- [Records from a dataset]:
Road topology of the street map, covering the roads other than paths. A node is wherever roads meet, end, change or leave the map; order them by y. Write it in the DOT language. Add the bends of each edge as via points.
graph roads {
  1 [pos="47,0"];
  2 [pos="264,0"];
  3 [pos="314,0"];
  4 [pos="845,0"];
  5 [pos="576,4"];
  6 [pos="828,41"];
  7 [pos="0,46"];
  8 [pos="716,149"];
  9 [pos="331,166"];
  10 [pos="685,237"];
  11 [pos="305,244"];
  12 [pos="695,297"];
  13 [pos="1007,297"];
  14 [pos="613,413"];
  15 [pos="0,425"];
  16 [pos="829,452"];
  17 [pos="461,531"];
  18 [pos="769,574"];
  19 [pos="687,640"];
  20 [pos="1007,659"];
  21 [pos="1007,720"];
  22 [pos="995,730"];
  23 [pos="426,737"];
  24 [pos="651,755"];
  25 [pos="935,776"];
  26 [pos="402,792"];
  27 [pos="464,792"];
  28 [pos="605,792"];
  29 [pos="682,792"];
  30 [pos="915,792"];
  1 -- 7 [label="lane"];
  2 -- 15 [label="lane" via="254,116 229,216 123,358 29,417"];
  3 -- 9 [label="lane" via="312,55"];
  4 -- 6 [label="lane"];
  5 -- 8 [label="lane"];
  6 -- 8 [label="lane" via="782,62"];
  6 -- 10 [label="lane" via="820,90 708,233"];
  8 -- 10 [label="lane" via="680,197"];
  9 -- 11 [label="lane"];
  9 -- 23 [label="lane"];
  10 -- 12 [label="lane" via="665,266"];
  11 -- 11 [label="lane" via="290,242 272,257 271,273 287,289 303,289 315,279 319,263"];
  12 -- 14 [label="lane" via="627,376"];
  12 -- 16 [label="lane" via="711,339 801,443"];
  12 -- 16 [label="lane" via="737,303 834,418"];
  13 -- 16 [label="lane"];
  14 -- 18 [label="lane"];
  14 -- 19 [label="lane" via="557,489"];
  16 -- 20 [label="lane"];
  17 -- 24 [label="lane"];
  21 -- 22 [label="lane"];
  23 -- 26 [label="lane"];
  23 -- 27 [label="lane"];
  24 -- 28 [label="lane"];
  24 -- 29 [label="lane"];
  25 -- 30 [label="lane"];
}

- [Try it]:
Where does the string "roads" occur in the data above? Copy every line that holds it.

- [Solution]:
Road topology of the street map, covering the roads other than paths. A node is wherever roads meet, end, change or leave the map; order them by y. Write it in the DOT language. Add the bends of each edge as via points.
graph roads {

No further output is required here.